In a meeting with Legislative Speaker You Si-kun (游錫?) on Oct. 16, Human Rights Foundation president Thor Halvorssen said that during a visit to Taiwan in 2010, he was warned by the Ministry of Foreign Affairs under the administration of then-president Ma Ying-jeou (馬英九) “not to criticize the Chinese Communist Party [CCP]” ahead of the Venezuelan rights advocate’s speech at a conference in Taipei.

However, Halvorssen spoke at length about the CCP’s behavior, with Ma and other officials leaving five minutes after his speech started.

After the speech, Halvorssen was told that he would have to return to his hotel in a taxi because the driver who had been designated to him had been assigned another task.

Ma Ying-jeou Foundation director Hsiao Hsu-tsen (蕭旭岑) said that he had not heard Ma say any such thing to any foreign guest, adding that it was obviously not the kind of thing the former president would say.

Halvorssen’s account is not the truth, Hsiao said.

How does Hsiao know the whole story when he only started as deputy secretary-general to Ma in 2013? Even if it was the ministry that made the request of Halvorssen, was it not Ma who set foreign policy?

Ma’s attitude was clear from his behavior during the speech.

Before the handover of Hong Kong from Britain to the People’s Republic of China (PRC) in 1997, Taiwanese officials would have notes attached to their visas in their passports instructing them not to make things difficult for Hong Kong’s government while visiting the territory, meaning they should not annoy the CCP. The Taiwanese officials of the time said that the practice was humiliating and demeaning.

The Ma government acted just as Hong Kong’s government had.

Moreover, when Ma visited China in March, he interacted with the media at a reception room of the former presidential office in Nanjing. He mentioned Sun Yat-sen’s (孫中山) induction as an interim president there and hesitantly said he began serving in “that position” in 2008.

What is “that position”? As a former president of the Republic of China (ROC), how could Ma stand in Nanjing — which according to the Constitution belongs to the ROC — but fear offending the CCP?

President Tsai Ing-wen (蔡英文) and the Democratic Progressive Party have emphasized that “neither side of the Taiwan Strait is subordinate to the other,” but Ma has never agreed with this.

On Double Ten National Day on Oct. 10, Ma and other members of the Chinese Nationalist Party (KMT) boycotted the main celebration. Were they trying to say that the ROC belongs to the PRC?
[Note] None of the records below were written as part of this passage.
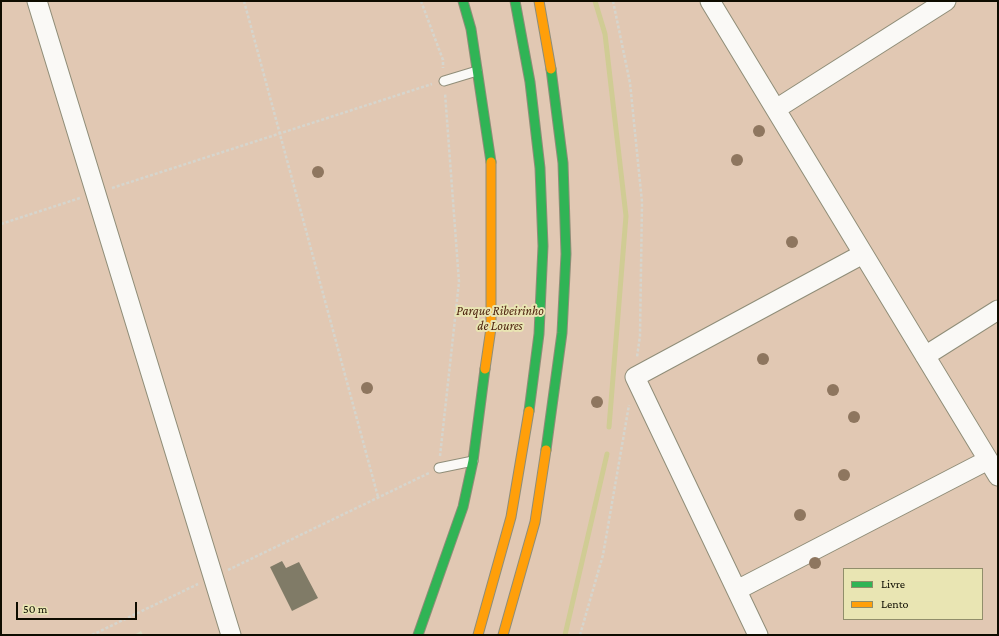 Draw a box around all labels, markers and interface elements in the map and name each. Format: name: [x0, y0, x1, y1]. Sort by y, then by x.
park label: Parque Ribeirinho de Loures: [456, 303, 544, 334]
legend: [843, 568, 983, 620]
text: Livre: [881, 577, 905, 591]
scale bar: [18, 594, 139, 620]
text: Lento: [881, 597, 909, 611]
text: 50 m: [23, 602, 47, 616] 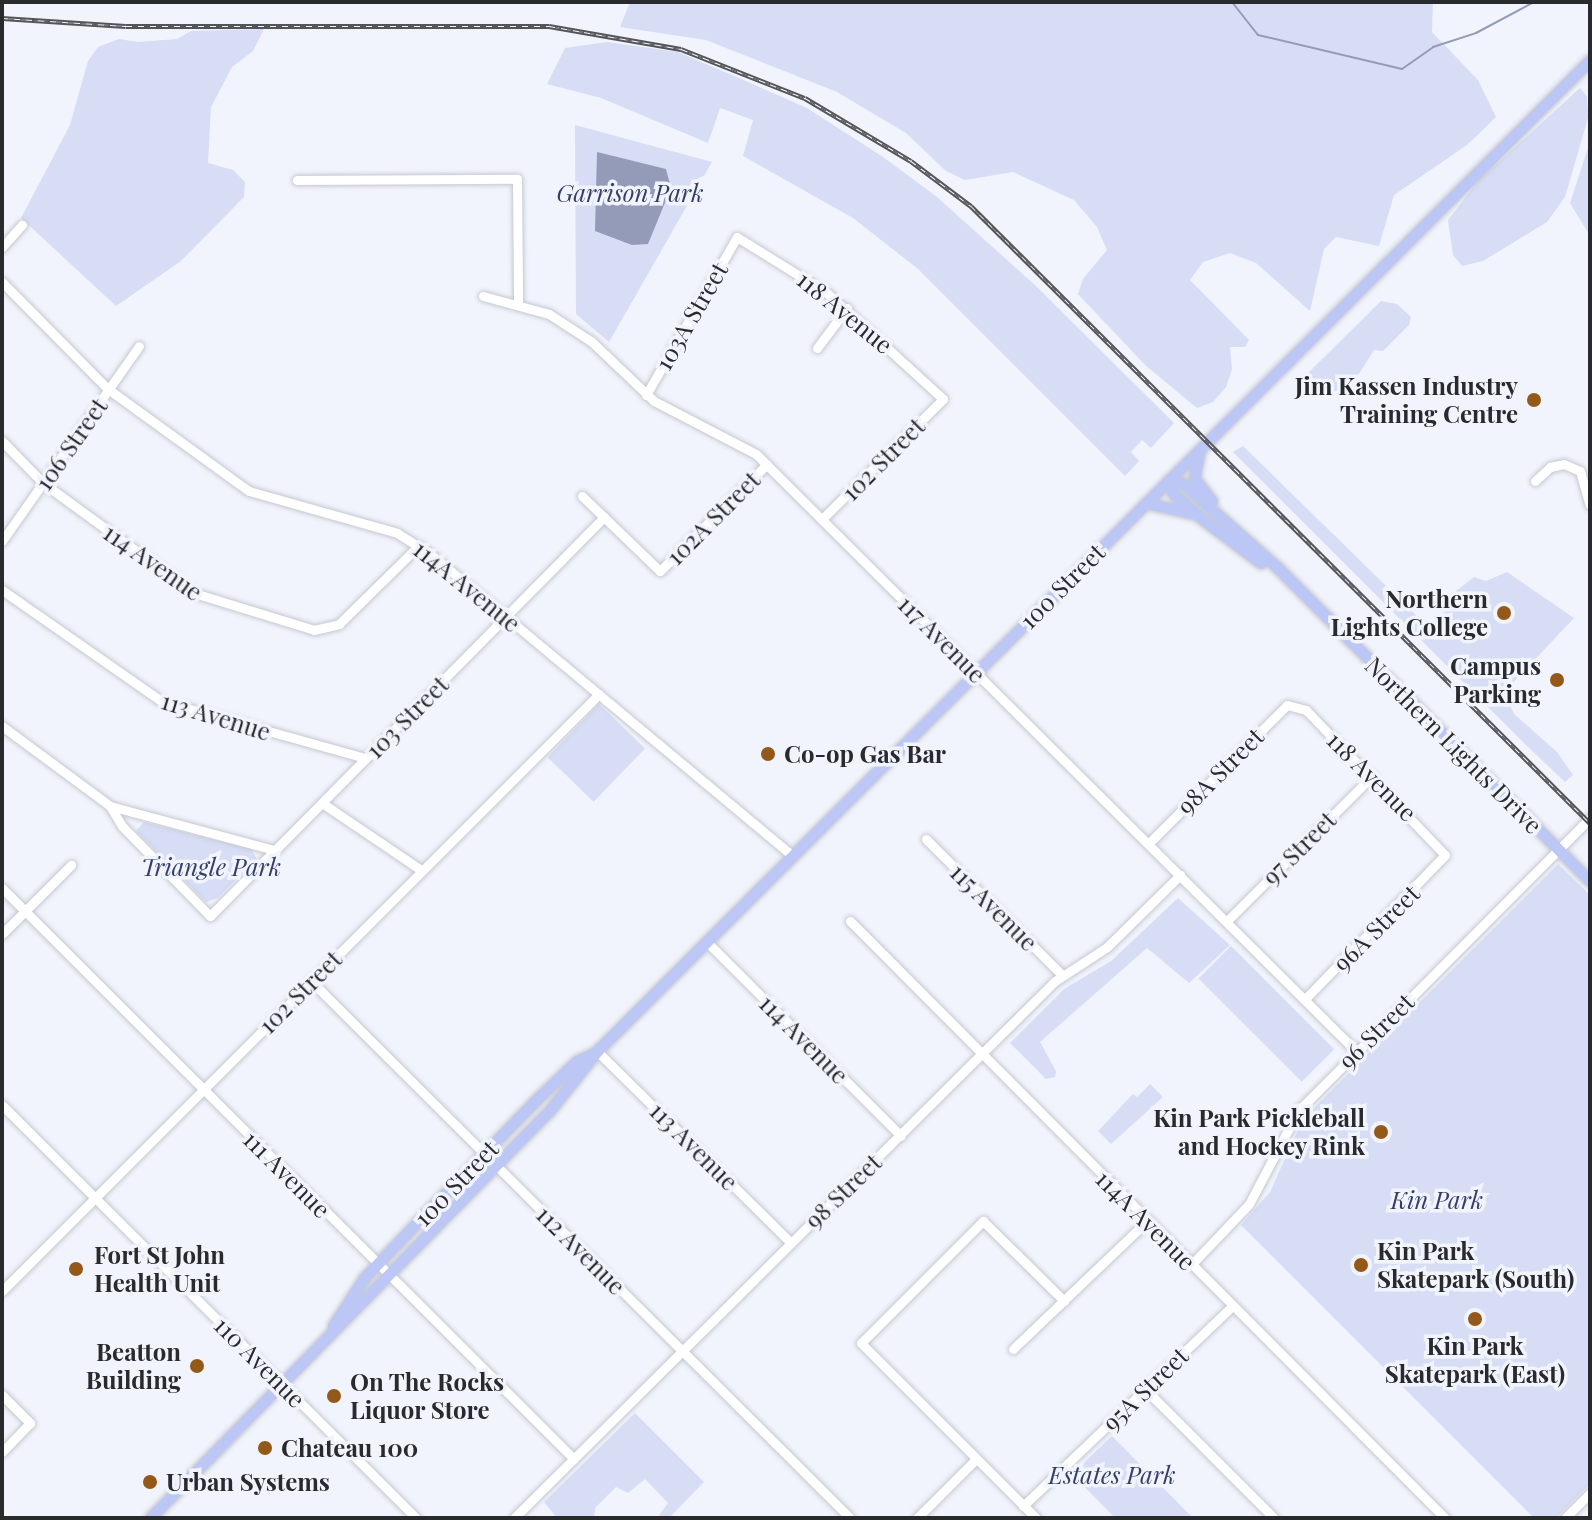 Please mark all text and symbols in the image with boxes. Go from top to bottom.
park label: Garrison Park [556,179,704,207]
street label: 103A Street [649,257,733,375]
street label: 118 Avenue [791,264,899,360]
place label: Jim Kassen Industry Training Centre [1295,372,1518,428]
marker: Jim Kassen Industry Training Centre [1525,391,1543,409]
street label: 106 Street [29,392,113,496]
street label: 102 Street [836,412,930,506]
street label: 102A Street [660,465,766,571]
street label: 114 Avenue [98,517,208,607]
street label: 114A Avenue [407,534,527,638]
street label: 100 Street [1014,538,1110,634]
place label: Northern Lights College [1331,585,1488,641]
street label: 117 Avenue [892,589,992,689]
marker: Northern Lights College [1495,604,1513,622]
street label: Northern Lights Drive [1360,651,1548,839]
place label: Campus Parking [1450,652,1541,708]
street label: 103 Street [360,670,454,764]
marker: Campus Parking [1548,671,1566,689]
street label: 113 Avenue [158,686,274,746]
street label: 98A Street [1171,722,1269,820]
street label: 118 Avenue [1321,725,1423,827]
place label: Co-op Gas Bar [784,740,946,768]
marker: Co-op Gas Bar [759,745,777,763]
street label: 97 Street [1256,805,1342,891]
park label: Triangle Park [141,853,281,881]
street label: 115 Avenue [944,857,1044,957]
street label: 96A Street [1327,879,1425,977]
street label: 102 Street [253,945,347,1039]
street label: 96 Street [1332,987,1420,1075]
street label: 114 Avenue [753,988,855,1090]
street label: 113 Avenue [644,1096,744,1196]
place label: Kin Park Pickleball and Hockey Rink [1153,1104,1365,1160]
marker: Kin Park Pickleball and Hockey Rink [1372,1123,1390,1141]
street label: 111 Avenue [237,1124,337,1224]
street label: 100 Street [408,1134,504,1232]
street label: 98 Street [799,1148,887,1234]
street label: 114A Avenue [1090,1164,1202,1276]
park label: Kin Park [1391,1186,1483,1214]
street label: 112 Avenue [530,1199,632,1301]
place label: Kin Park Skatepark (South) [1377,1237,1575,1293]
place label: Fort St John Health Unit [94,1241,225,1297]
marker: Kin Park Skatepark (South) [1352,1256,1370,1274]
marker: Fort St John Health Unit [65,1258,87,1280]
street label: 110 Avenue [208,1310,312,1414]
marker: Kin Park Skatepark (East) [1466,1310,1484,1328]
place label: Kin Park Skatepark (East) [1385,1332,1565,1388]
place label: Beatton Building [86,1338,181,1394]
street label: 95A Street [1096,1341,1194,1437]
marker: Beatton Building [188,1357,206,1375]
place label: On The Rocks Liquor Store [350,1368,505,1424]
marker: On The Rocks Liquor Store [325,1387,343,1405]
place label: Chateau 100 [281,1434,418,1462]
marker: Chateau 100 [256,1439,274,1457]
park label: Estates Park [1048,1461,1176,1489]
place label: Urban Systems [166,1468,330,1496]
marker: Urban Systems [141,1473,159,1491]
Creating a new institution or event to replace a former one is a common tactic of the CCP. Mao Zedong (毛澤東) replaced the ROC with the PRC and also introduced the Central Cultural Revolution Group at the beginning of the Cultural Revolution. The CCP arranged its own transition of political systems in Hong Kong even as Chris Patten, the territory’s final British governor, was promoting political reform at the end of 1992.

Ma attempted to fragment the ROC because the word “Taiwan” was on the invitations to the main national day event in Taipei. How much does he hate “Taiwan”?
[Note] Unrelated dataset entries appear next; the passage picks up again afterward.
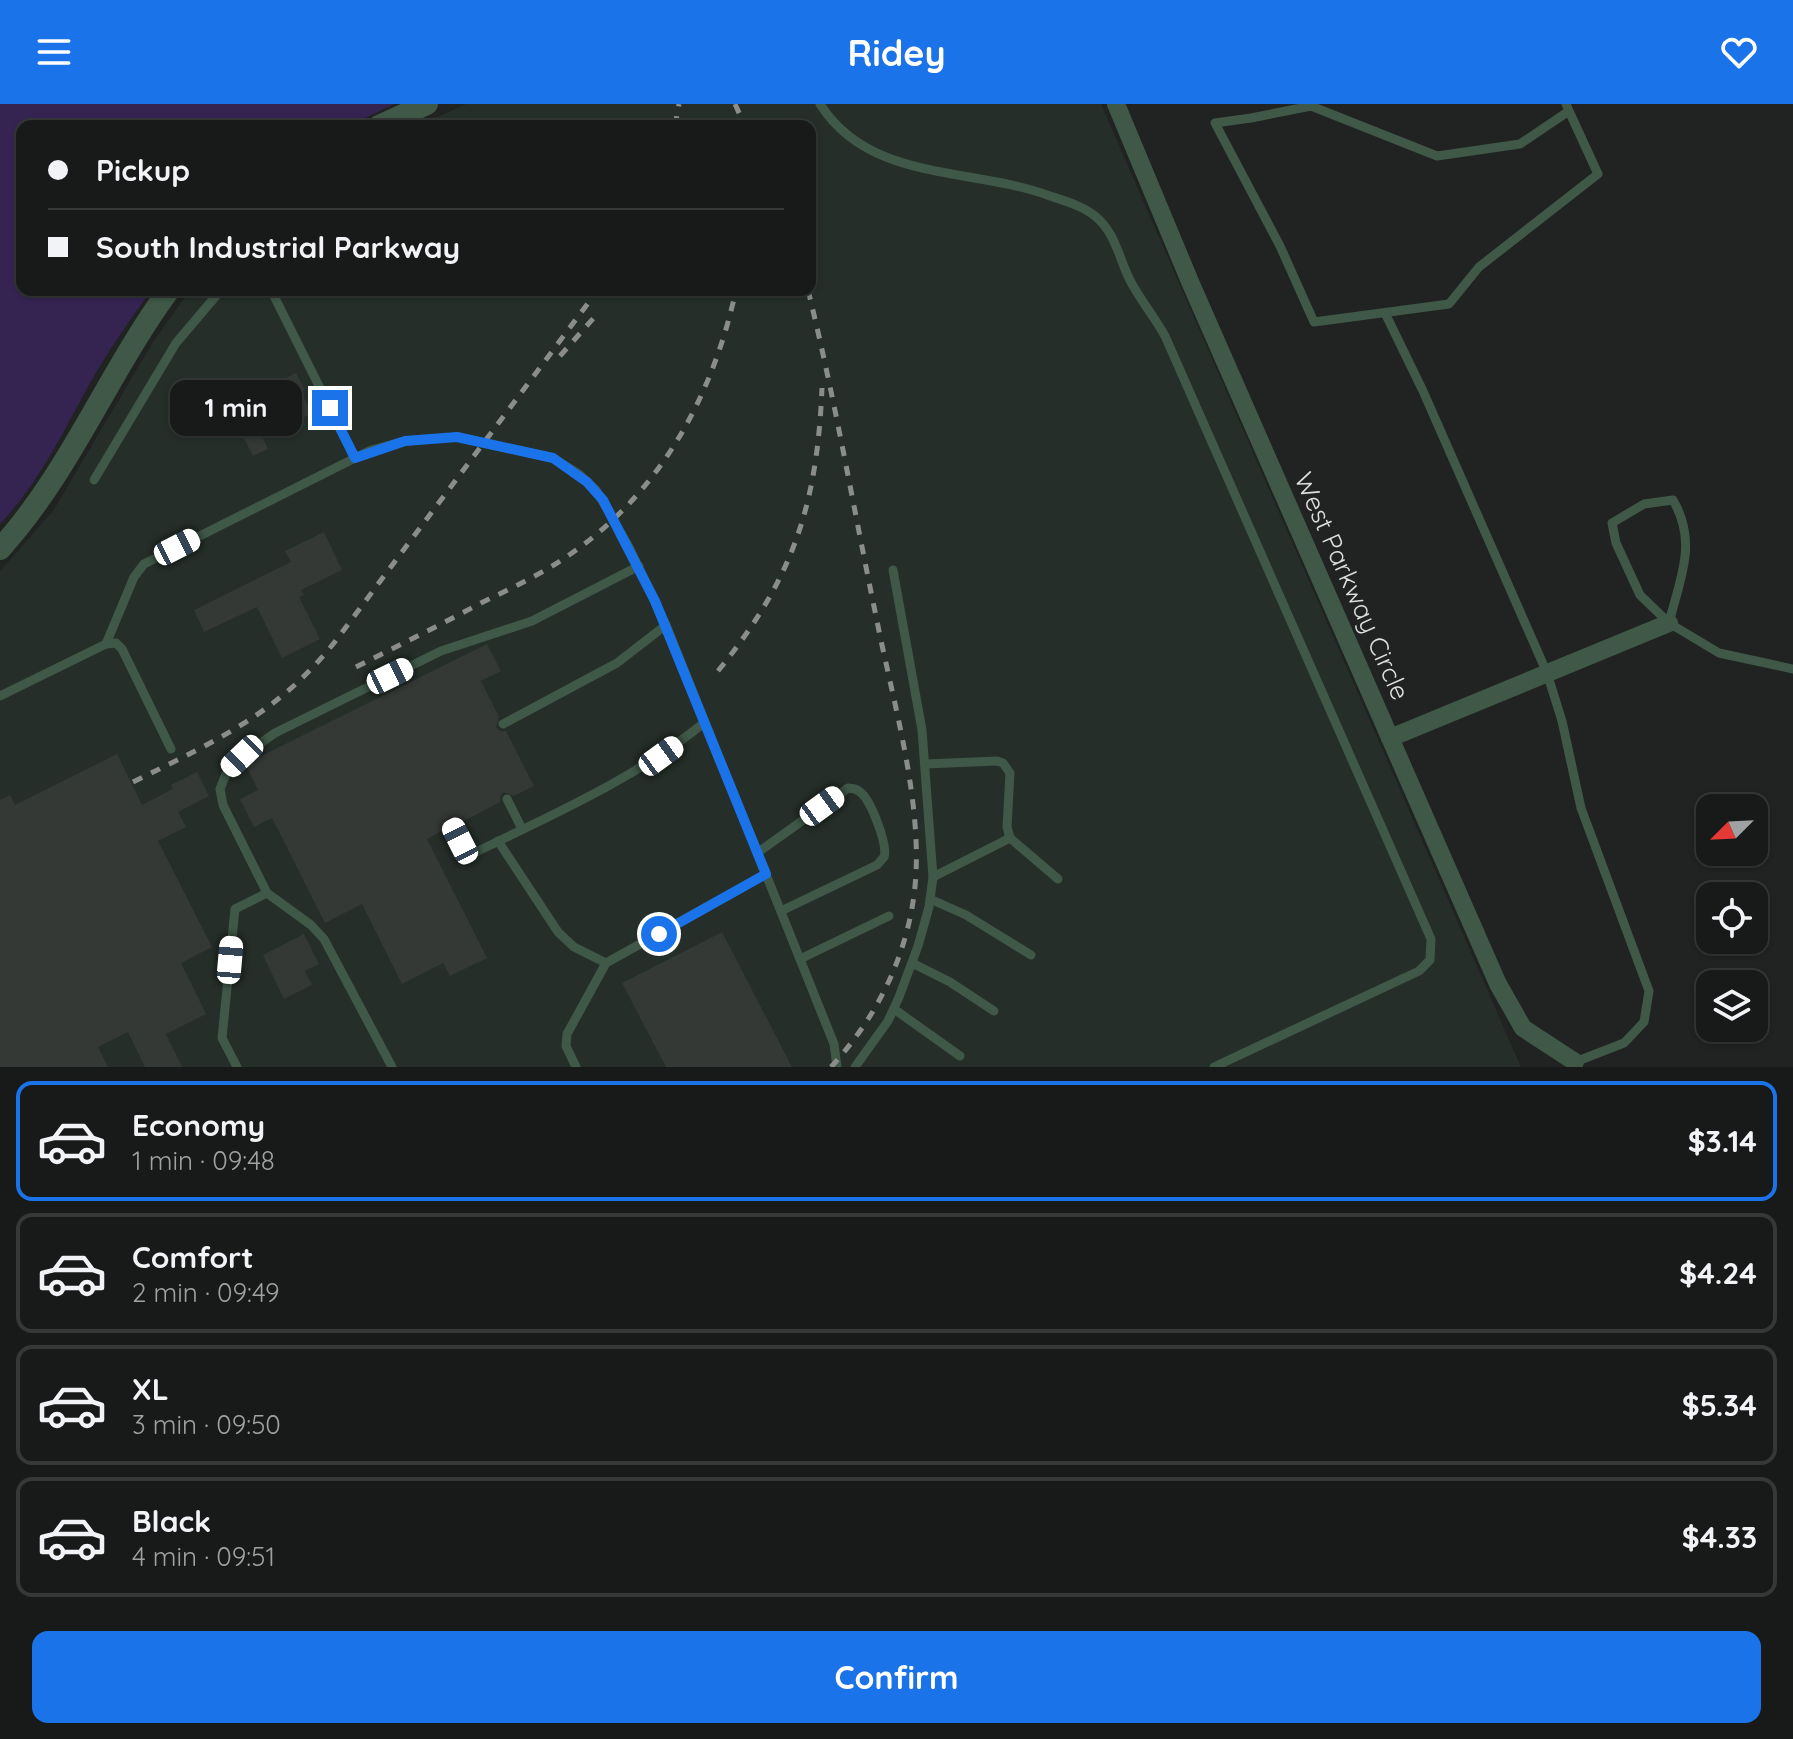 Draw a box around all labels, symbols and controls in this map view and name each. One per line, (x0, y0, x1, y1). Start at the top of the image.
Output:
icon: menu (32, 30, 76, 74)
text: Ridey (847, 30, 946, 75)
icon: heart (1717, 30, 1761, 74)
text: Pickup (96, 151, 190, 189)
text: South Industrial Parkway (96, 228, 460, 266)
callout: 1 min (170, 380, 302, 436)
route end (312, 390, 348, 426)
text: 1 min (205, 391, 268, 424)
street label: West Parkway Circle (1287, 467, 1417, 705)
car (150, 525, 204, 569)
car (363, 655, 417, 697)
car (216, 731, 268, 781)
car (635, 732, 687, 780)
car (796, 782, 848, 830)
north arrow (1696, 794, 1768, 866)
map controls (1696, 794, 1768, 1042)
car (438, 814, 482, 868)
button: locate (1696, 882, 1768, 954)
route start (641, 916, 677, 952)
car (216, 935, 244, 985)
button: layers (1696, 970, 1768, 1042)
icon: car (36, 1105, 108, 1177)
text: Economy (132, 1106, 265, 1144)
text: $3.14 (1688, 1122, 1757, 1160)
text: 1 min · 09:48 (132, 1144, 275, 1177)
icon: car (36, 1237, 108, 1309)
text: Comfort (132, 1238, 253, 1276)
text: $4.24 (1679, 1254, 1757, 1292)
text: 2 min · 09:49 (132, 1276, 280, 1309)
icon: car (36, 1369, 108, 1441)
text: XL (132, 1370, 169, 1408)
text: $5.34 (1682, 1386, 1757, 1424)
text: 3 min · 09:50 (132, 1408, 281, 1441)
icon: car (36, 1501, 108, 1573)
text: Black (132, 1502, 211, 1540)
text: $4.33 (1682, 1518, 1757, 1556)
text: 4 min · 09:51 (132, 1540, 275, 1573)
button: Confirm (32, 1631, 1761, 1723)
The indigenous defense submarine program led by Admiral Huang Shu-kuang (黃曙光) has also been criticized. Since Ma’s time as KMT chairman, the party has repeatedly boycotted arms purchases in the legislature. Most recently, KMT Legislator Ma Wen-chun (馬文君) has been accused of divulging details of the submarine program to the South Korean Mission in Taipei.

Ma Ying-jeou, in a speech at New York University, criticized experts in the US, saying that their ideas would turn Taiwan into a battlefield. He did not blame the CCP for threatening to use force, but criticized the US and caused divisions in Taiwan-US ties.

Ma Ying-jeou at times shows how much he hates Taiwan, but at other times proclaims himself to be Taiwanese. His behavior benefits the CCP.

With a fight looming, he has shown his true colors. He is pro-China and against the US.

Paul Lin is a political commentator.